[EXERCISE INSTRUCTIONS]
Scan the entries below for lines holding "SAINT". Give the number of such lines alone.

(Beginning of DATA SHOWN)

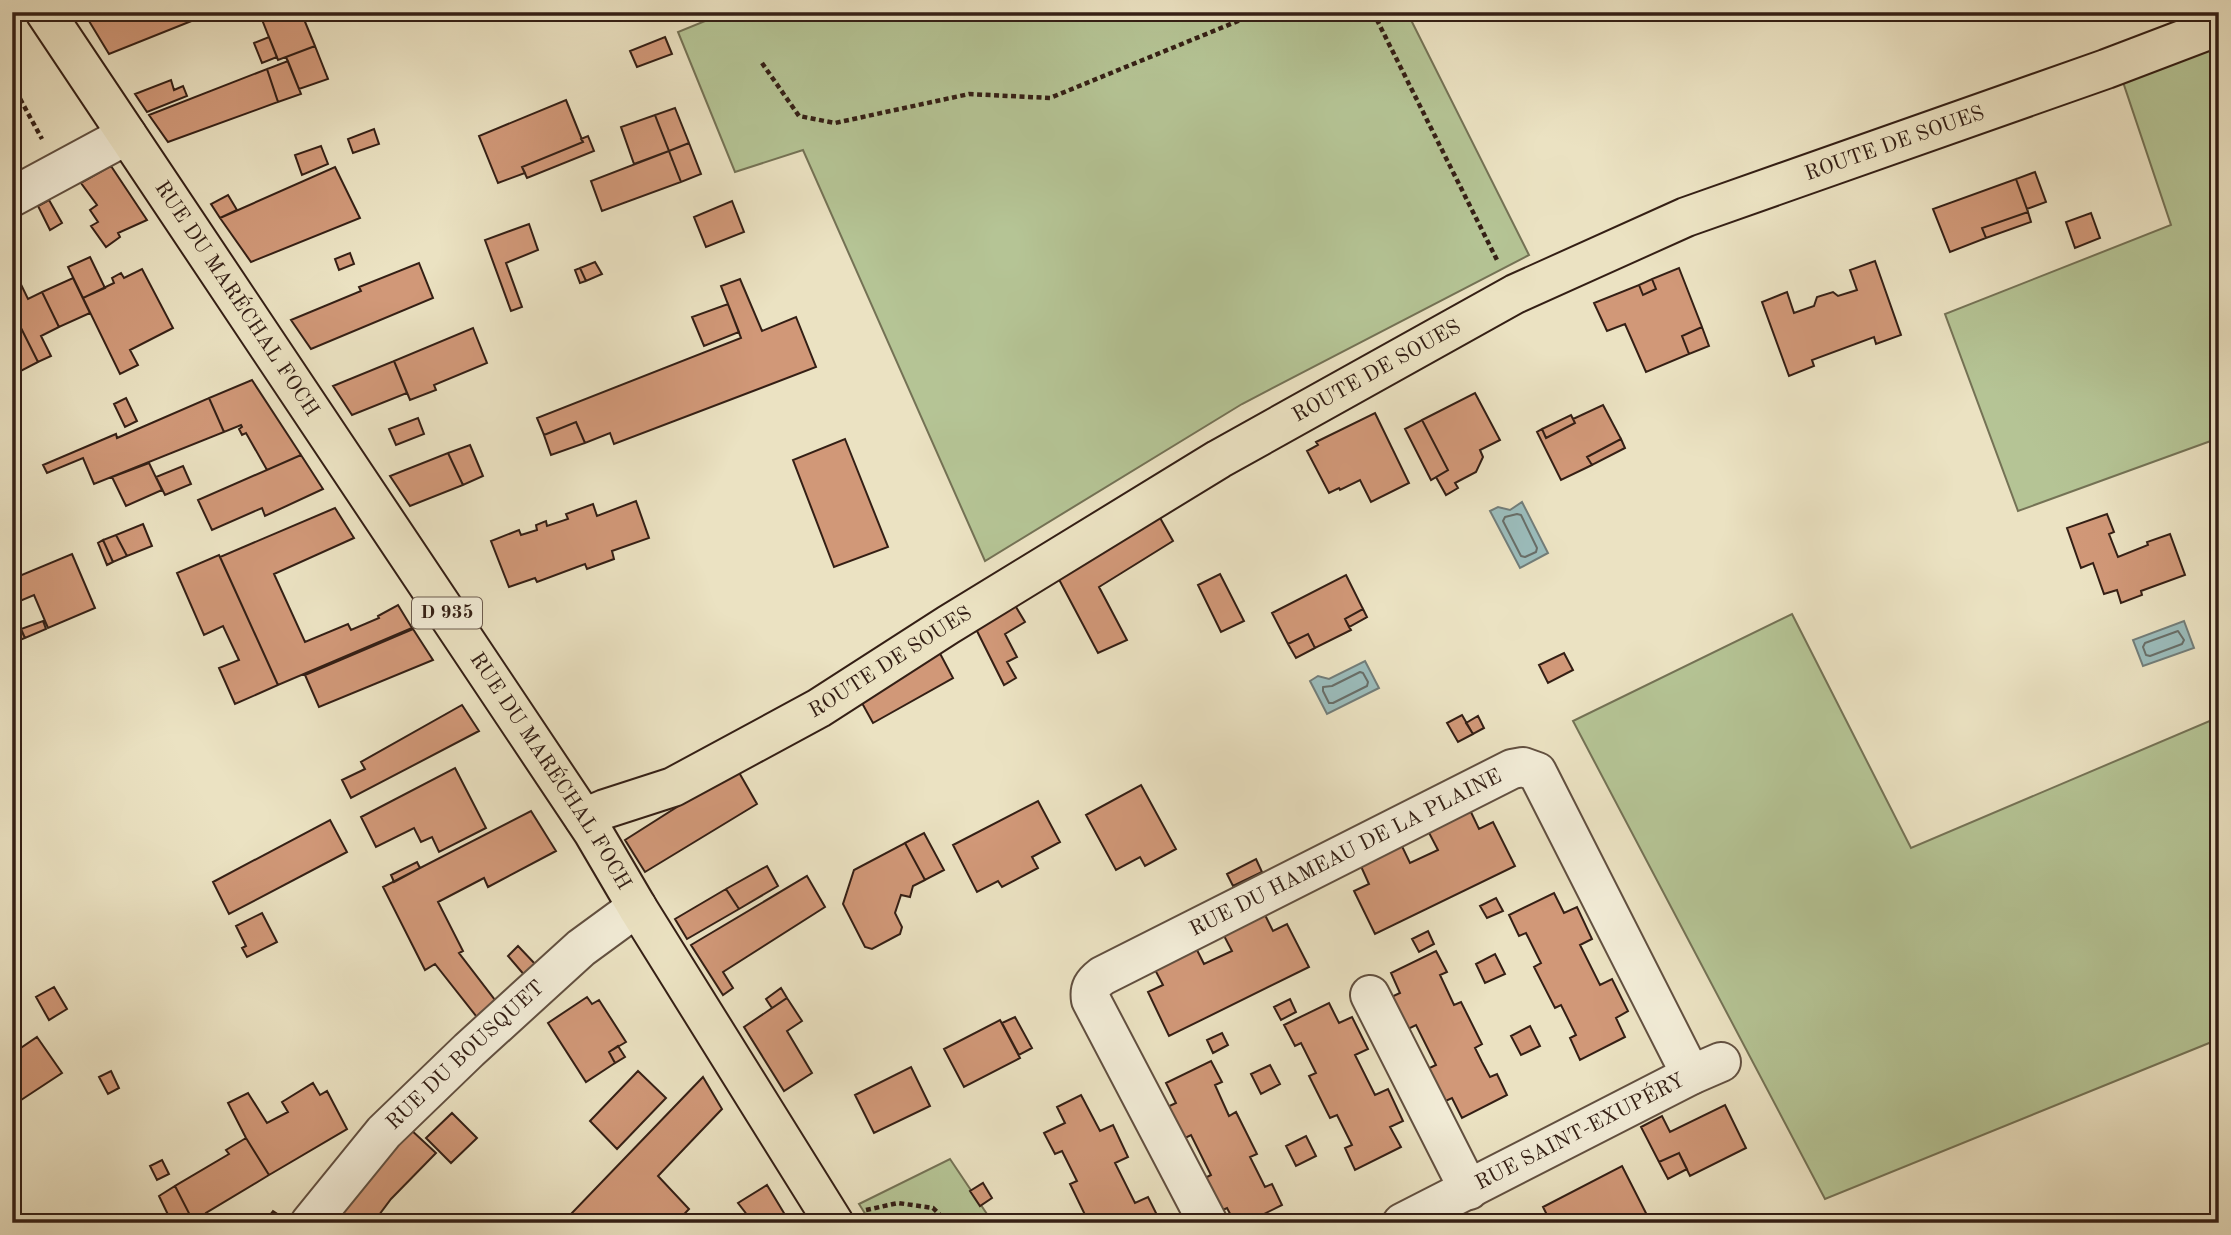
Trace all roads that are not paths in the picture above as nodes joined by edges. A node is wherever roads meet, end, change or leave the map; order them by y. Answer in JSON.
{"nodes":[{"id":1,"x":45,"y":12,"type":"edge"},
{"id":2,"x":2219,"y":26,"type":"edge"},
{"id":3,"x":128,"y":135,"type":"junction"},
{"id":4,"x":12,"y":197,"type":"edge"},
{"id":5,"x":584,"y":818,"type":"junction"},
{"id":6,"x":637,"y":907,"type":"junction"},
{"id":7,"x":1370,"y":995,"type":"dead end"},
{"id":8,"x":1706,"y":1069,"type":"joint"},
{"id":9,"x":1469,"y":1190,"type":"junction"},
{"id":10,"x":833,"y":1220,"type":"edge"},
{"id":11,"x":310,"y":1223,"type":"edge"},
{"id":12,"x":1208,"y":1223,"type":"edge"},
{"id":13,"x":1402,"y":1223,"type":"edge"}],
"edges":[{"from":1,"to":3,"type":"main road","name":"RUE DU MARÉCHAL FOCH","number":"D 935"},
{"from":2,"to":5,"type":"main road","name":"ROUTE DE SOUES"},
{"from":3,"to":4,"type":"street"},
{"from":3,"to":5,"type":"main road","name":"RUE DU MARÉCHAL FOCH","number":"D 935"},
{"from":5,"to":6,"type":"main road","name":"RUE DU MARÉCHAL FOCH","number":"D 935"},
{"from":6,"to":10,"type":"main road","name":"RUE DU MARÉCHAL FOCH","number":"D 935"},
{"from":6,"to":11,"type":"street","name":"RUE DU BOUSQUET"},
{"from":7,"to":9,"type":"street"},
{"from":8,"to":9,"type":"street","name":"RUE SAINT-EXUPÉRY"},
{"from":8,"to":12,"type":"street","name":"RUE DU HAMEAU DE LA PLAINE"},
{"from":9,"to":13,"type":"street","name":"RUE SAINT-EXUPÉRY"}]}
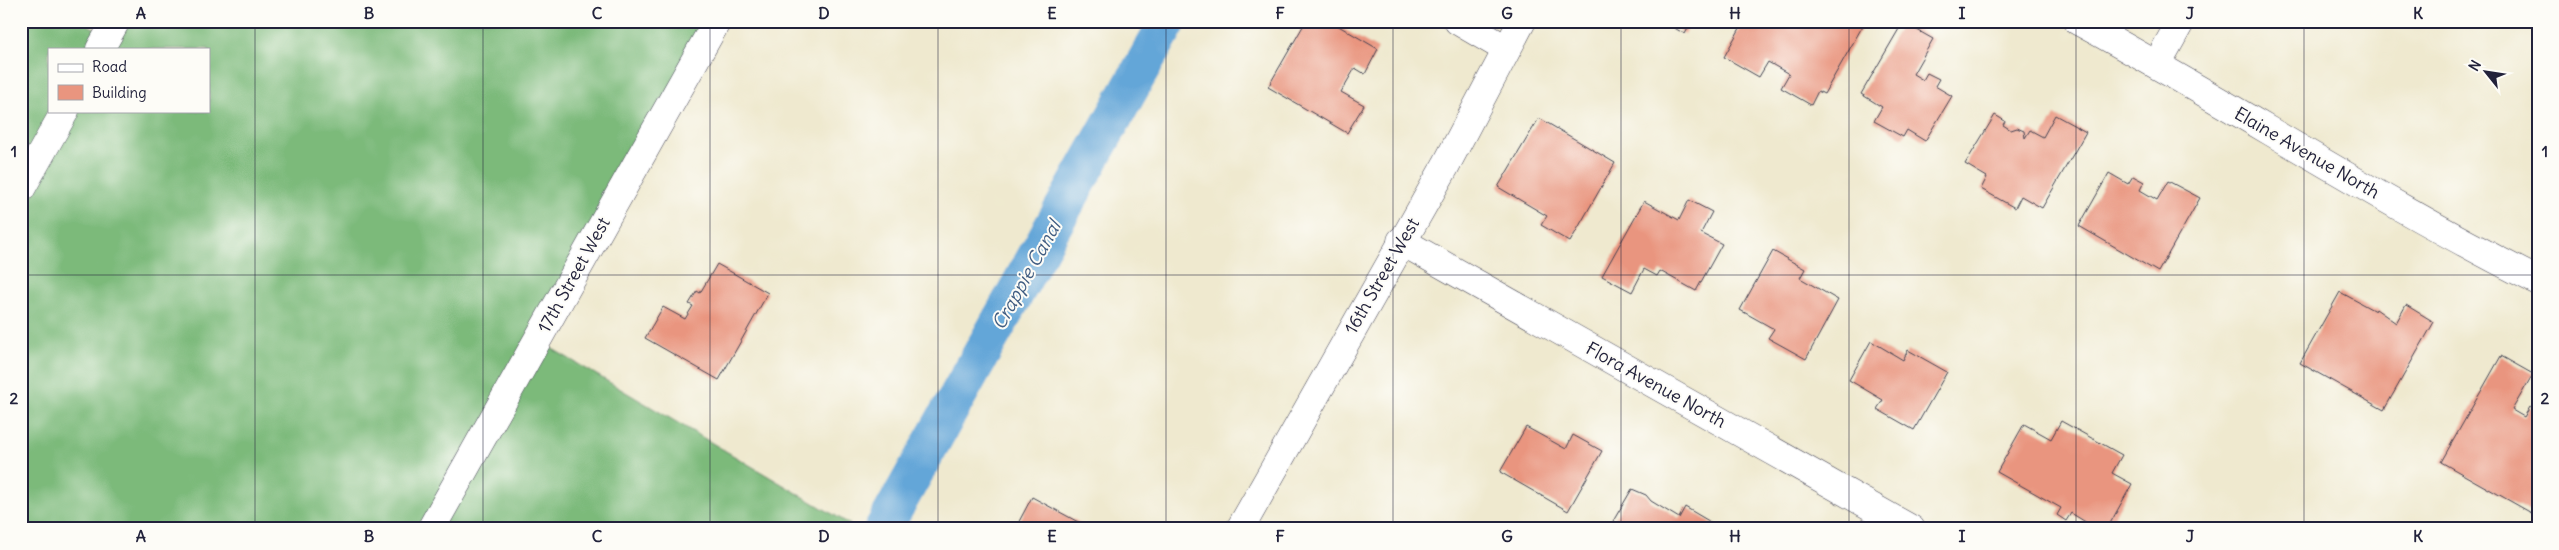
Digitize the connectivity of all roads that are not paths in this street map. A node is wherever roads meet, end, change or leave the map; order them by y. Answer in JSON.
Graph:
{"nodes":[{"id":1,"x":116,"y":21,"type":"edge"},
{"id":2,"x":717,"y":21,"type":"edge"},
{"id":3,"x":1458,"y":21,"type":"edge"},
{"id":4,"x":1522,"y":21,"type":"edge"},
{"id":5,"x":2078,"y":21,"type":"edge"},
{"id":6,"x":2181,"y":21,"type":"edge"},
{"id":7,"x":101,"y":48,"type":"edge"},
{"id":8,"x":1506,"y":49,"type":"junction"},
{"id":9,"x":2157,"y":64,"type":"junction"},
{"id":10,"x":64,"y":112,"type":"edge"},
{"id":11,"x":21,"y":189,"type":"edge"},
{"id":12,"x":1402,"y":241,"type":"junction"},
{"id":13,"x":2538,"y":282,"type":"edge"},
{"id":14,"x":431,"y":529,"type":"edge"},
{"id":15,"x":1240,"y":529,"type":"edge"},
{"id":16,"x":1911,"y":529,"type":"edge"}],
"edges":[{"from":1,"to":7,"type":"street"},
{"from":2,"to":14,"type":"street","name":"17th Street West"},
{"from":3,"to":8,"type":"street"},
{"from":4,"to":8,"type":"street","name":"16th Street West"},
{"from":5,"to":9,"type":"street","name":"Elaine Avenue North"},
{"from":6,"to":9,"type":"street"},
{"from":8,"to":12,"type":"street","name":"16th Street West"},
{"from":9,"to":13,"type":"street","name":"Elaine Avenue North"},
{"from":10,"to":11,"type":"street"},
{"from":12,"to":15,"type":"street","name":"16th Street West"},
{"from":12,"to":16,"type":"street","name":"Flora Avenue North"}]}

(End of DATA SHOWN)

[OUTPUT]
2